Work request> State how many lines in the following entries contain the word "Manik". No other output.
▼▼▼
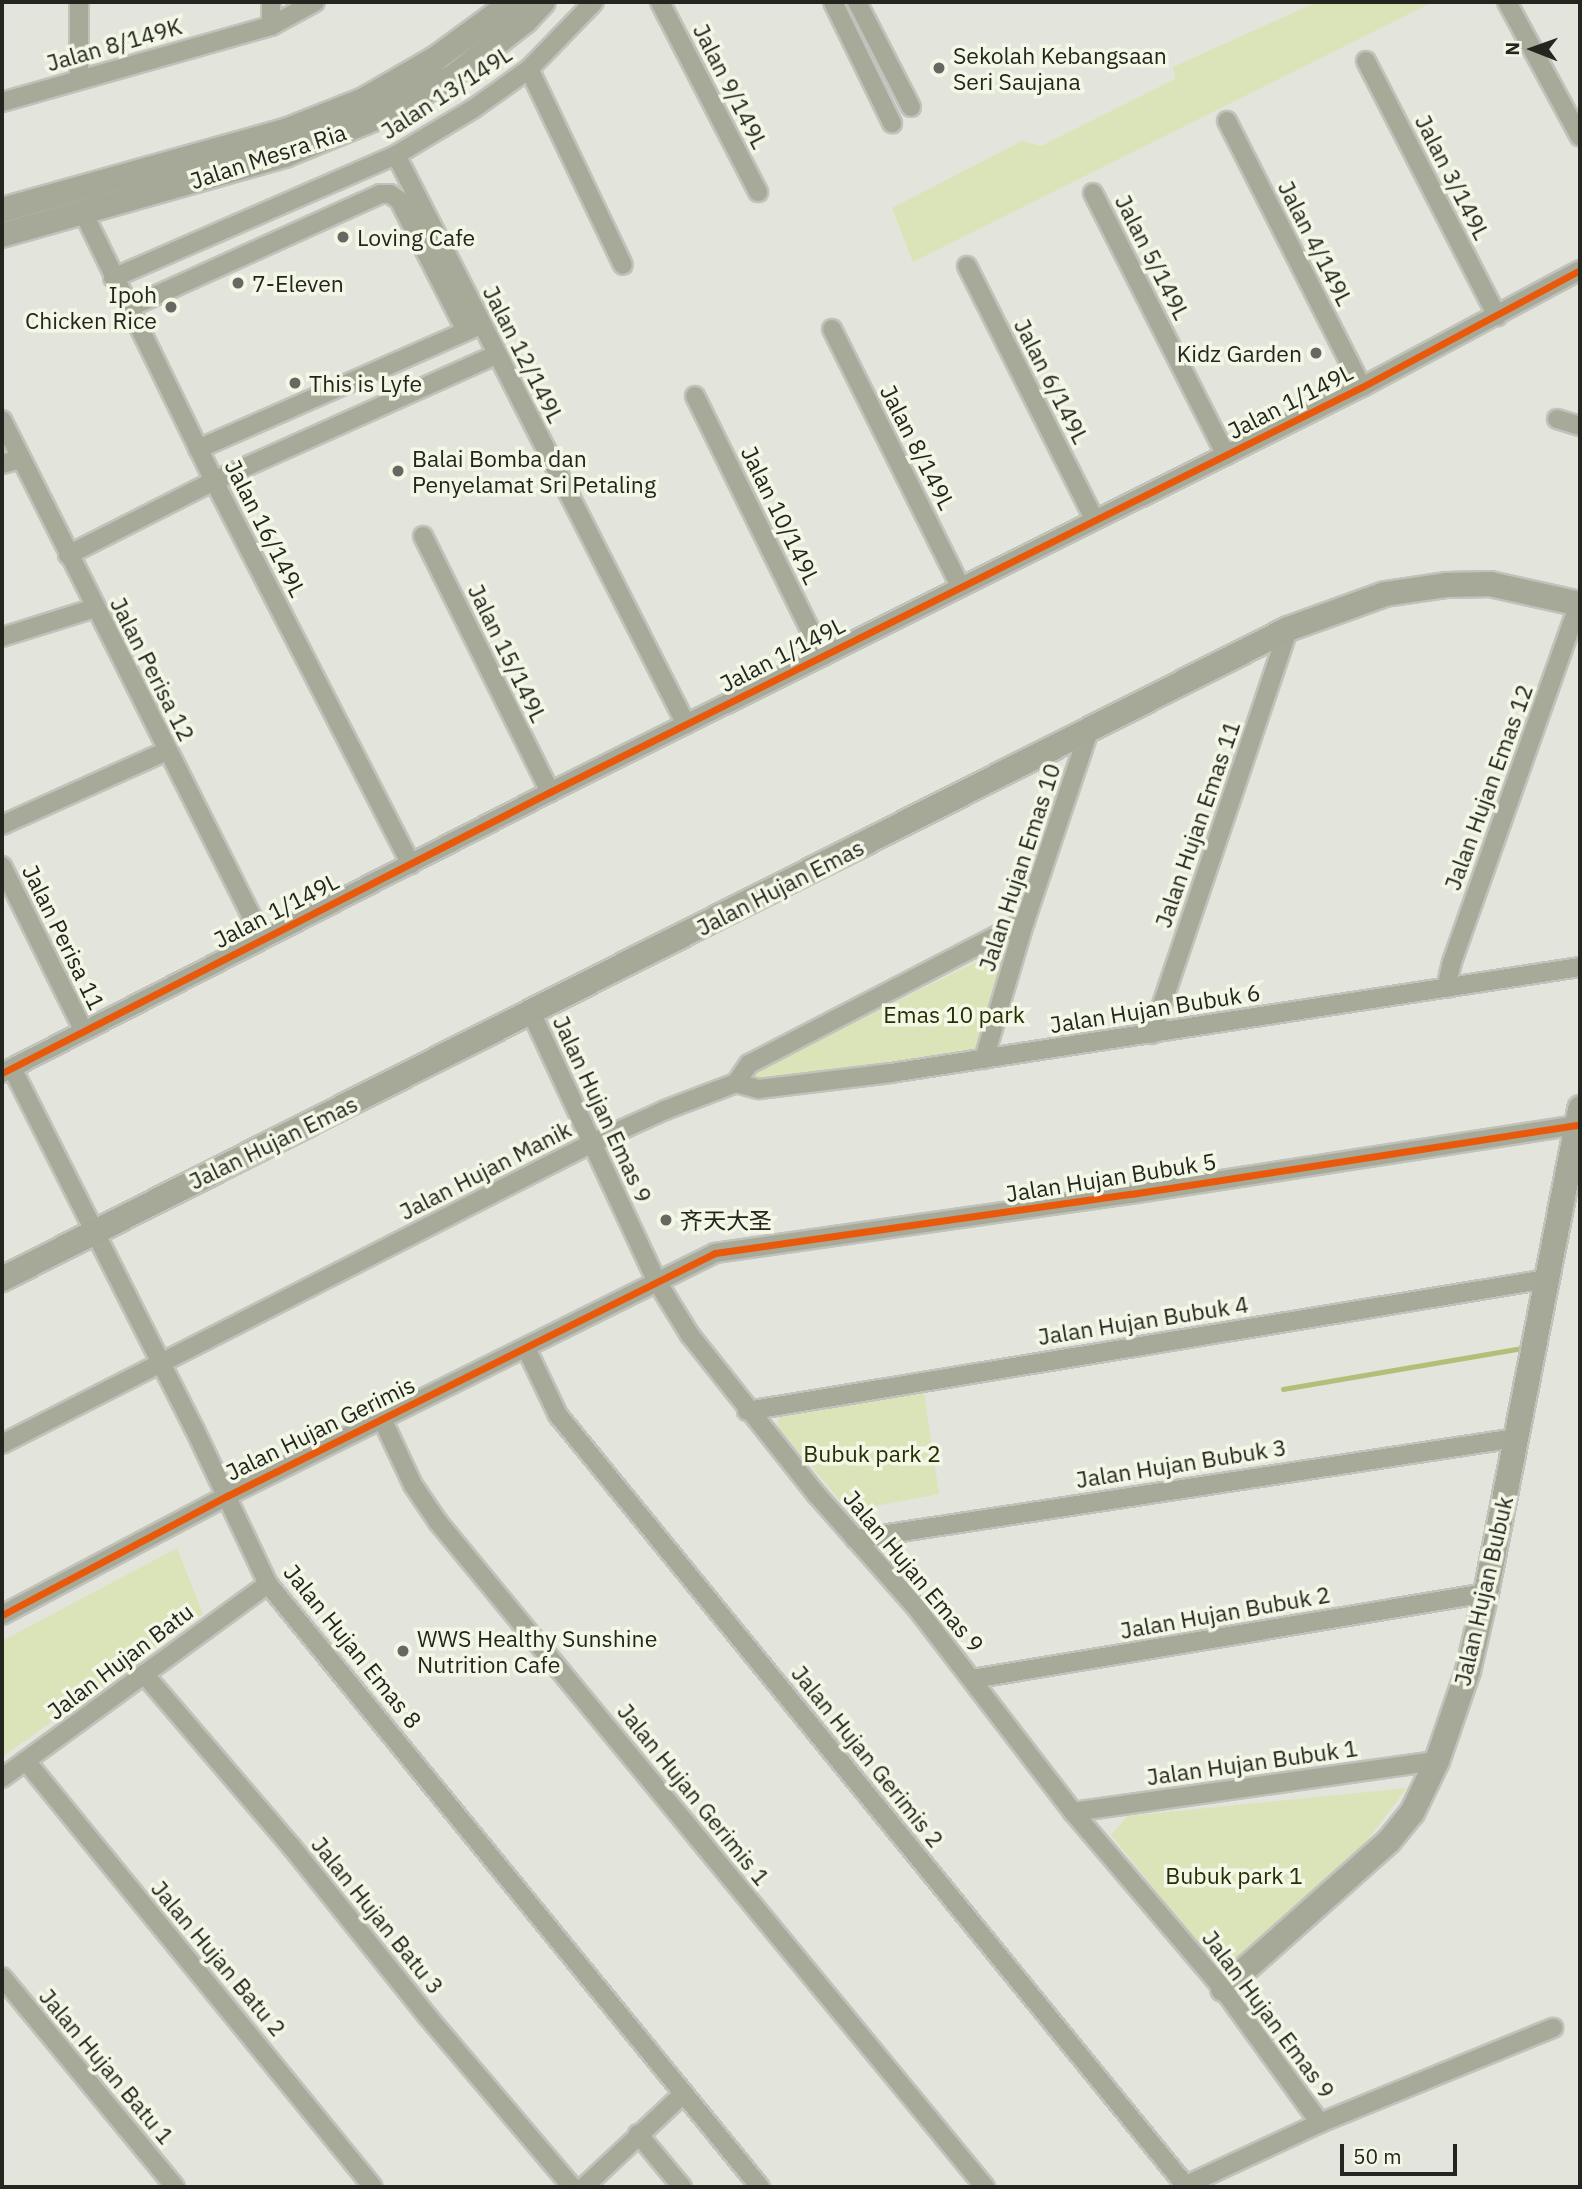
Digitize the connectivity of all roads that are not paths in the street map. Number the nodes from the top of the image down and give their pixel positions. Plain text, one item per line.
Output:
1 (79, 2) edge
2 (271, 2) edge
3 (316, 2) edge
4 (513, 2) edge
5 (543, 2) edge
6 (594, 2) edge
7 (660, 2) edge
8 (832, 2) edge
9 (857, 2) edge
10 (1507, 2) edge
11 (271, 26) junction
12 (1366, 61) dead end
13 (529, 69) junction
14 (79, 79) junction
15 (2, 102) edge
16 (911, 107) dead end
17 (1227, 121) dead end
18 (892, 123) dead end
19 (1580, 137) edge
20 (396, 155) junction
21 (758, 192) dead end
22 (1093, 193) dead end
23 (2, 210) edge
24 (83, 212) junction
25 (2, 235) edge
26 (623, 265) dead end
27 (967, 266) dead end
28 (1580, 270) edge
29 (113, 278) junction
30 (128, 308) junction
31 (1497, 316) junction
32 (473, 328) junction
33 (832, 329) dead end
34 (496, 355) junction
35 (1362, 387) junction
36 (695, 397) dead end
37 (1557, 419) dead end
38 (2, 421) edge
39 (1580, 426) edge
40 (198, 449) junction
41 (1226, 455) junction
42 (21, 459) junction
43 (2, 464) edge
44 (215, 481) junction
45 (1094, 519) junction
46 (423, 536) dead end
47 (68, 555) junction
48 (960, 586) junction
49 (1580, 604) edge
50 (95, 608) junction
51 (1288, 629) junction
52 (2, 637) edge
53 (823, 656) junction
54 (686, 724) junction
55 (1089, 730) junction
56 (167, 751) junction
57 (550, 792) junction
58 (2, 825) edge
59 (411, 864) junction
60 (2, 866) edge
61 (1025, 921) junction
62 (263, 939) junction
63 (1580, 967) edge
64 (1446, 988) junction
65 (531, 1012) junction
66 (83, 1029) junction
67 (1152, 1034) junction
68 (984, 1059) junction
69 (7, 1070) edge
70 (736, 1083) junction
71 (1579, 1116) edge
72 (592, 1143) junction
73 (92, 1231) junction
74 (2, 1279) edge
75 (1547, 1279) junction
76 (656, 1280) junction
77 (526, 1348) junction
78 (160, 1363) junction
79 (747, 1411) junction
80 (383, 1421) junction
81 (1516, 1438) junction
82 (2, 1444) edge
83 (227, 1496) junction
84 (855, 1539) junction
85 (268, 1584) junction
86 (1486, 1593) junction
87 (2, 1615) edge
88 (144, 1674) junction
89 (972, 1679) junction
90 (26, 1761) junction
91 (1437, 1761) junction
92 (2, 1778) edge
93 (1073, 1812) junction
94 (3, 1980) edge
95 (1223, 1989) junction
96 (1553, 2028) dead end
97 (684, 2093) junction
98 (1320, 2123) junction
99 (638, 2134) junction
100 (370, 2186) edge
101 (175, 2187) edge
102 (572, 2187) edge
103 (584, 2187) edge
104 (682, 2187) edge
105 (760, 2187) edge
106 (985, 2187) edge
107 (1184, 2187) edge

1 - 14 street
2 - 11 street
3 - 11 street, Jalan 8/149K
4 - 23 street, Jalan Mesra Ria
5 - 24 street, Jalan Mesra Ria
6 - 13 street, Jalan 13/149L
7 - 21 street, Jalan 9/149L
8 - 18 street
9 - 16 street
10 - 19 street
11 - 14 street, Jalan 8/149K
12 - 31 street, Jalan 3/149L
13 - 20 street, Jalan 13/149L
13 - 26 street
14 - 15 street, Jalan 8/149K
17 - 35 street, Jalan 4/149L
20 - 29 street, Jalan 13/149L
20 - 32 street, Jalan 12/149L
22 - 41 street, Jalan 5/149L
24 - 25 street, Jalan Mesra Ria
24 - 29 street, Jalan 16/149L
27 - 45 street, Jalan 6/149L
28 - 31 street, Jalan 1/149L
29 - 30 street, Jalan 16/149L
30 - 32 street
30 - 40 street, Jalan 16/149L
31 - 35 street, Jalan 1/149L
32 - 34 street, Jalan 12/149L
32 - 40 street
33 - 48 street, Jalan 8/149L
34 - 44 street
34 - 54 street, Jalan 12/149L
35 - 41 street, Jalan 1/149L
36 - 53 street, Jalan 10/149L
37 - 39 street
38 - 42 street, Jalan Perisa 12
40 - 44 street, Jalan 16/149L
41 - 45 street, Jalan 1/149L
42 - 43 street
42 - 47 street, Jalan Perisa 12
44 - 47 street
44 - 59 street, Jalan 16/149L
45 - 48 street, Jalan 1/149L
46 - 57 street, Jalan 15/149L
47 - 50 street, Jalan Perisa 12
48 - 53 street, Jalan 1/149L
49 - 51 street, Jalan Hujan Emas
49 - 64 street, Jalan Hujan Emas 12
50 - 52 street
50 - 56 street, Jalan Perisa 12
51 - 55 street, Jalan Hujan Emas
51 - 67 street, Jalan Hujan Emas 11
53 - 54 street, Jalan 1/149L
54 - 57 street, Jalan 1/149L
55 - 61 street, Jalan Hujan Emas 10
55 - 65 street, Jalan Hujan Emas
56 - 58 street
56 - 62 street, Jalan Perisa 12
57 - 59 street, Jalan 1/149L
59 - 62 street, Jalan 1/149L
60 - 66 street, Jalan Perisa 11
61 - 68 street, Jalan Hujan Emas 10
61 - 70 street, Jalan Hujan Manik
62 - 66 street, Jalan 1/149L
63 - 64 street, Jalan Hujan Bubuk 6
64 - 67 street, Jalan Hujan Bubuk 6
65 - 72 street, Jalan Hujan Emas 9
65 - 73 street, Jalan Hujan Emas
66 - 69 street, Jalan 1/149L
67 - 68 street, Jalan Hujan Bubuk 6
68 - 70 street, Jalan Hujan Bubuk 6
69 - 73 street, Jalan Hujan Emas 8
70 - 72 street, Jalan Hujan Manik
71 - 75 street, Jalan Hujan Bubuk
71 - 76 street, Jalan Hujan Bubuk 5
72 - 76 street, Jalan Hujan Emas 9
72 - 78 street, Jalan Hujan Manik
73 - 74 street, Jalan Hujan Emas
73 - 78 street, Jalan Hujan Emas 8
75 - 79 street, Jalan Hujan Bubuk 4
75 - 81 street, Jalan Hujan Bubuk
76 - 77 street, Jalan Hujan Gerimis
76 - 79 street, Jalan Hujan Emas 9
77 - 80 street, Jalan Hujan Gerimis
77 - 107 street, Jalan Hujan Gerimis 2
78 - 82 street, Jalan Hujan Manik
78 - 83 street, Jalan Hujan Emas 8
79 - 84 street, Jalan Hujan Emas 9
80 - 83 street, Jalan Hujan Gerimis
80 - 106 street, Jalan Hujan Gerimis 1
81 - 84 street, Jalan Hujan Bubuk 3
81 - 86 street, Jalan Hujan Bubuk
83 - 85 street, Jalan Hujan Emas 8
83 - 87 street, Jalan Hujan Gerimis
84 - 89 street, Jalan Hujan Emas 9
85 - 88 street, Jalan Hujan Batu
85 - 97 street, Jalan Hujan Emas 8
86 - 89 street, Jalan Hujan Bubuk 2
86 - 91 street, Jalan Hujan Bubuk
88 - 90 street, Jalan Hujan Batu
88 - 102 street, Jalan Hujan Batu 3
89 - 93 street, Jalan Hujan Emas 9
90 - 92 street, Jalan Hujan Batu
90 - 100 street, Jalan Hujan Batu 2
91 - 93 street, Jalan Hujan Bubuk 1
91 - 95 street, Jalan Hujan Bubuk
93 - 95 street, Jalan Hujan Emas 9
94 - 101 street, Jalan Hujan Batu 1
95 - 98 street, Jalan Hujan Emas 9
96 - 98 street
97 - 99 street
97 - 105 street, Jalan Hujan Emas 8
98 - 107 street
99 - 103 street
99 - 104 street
▲▲▲
Written answer> 4